We are particularly interested in how such immersive digital
environments, with their performative and critically reflective
possibilities, might themselves be created and understood as textual
editions. Traditionally, editions take different forms for different
audiences of readers and editing protocols are determined in part by
those forms. Mostly
this has meant conceiving of a text as for a scholarly, classroom, or
popular audience. But the possibility of structuring virtual,
immersive spaces around or in service of a text suggests ways to go
beyond such distinctions--and even well beyond hypertext as it has
heretofore been executed--to produce a complex spatial experience: a
new kind of
"pedagogical edition" that students build, mutate, and
inhabit rather than merely read.
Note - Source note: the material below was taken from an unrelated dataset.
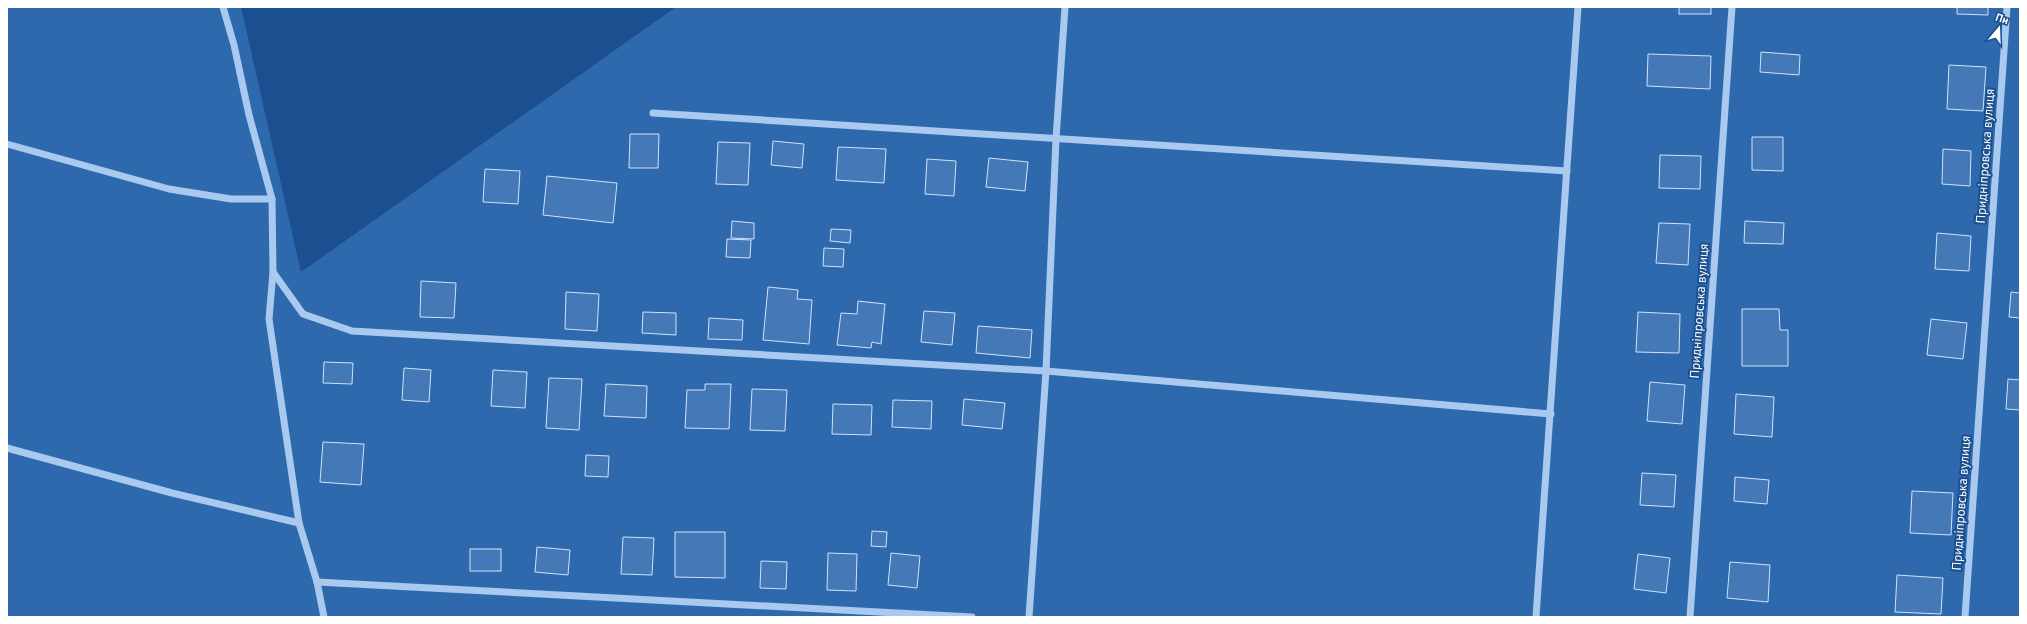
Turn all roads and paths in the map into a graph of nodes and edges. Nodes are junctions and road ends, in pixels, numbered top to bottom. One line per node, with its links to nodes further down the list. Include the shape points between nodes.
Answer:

With the advent of electronic
virtual learning spaces, the encoded protocols of texts, especially
imaginative texts, can be constructed and reconstructed
architecturally as part of the dynamic experience of reading and
learning the text.
We will show and
discuss our own experiments in immersive pedagogical editions
currently being conducted in the Villa Diodati MOO of Romantic
Circles, our peer-reviewed and peer-built Website focused on the
literature and culture of the British Romantic Period
<http://www.rc.umd.edu>. (At present, Romantic
Circles contains over 3,500 HTML pages and has received 4 1/2
million hits since last January by users in over 120 countries around
the world.) These experimental editions are being built in a new
"wing" of the Villa Diodati MOO dedicated to Romantic
Circles High School, a site built by and for high school students
and teachers around the country in collaboration with us, through the
support of a major grant from the NEH
(http://www.rc.umd.edu/rchs/index.html). Our focus will be on three projects: (1) the set of
seven MOO rooms and attendant virtual objects created by high school
seniors in San Diego in order to interpret Coleridge's seven-part
Rime of the Ancient Marinere; (2) a MOO-based, student
produced edition that renders and interprets the text of Mary
Shelley's Frankenstein in terms of the geography of its
various settings; and (3) our own effort to produce
Moozymandias, a model immersive pedagogical edition of Percy
Shelley's famous sonnet, "Ozymandias" that translates the
four nested narrative frames of the sonnet into a fourfold MOO space
replete with related virtual objects, images, and sounds, through
which students must travel to "read" the poem.
Ultimately, then,
our multimedia demonstration and meditation on immersive
textual spaces will pursue such theoretical questions as what
it might mean to edit such spaces, what are the "forms of
editions" they make possible (and might make possible in the
future), and what is the role of visual literacy and the image in
such "editions?" Through demonstrating a number of
practical examples of graphical MOO spaces, in particular, which
immerse the student in a virtual space of their own design, furnished
with programmed objects of their own creation, structured around
literary texts that first appeared historically in letterpress form,
we hope to raise far-reaching theoretical questions about editing,
textuality, and cognition in the digital age.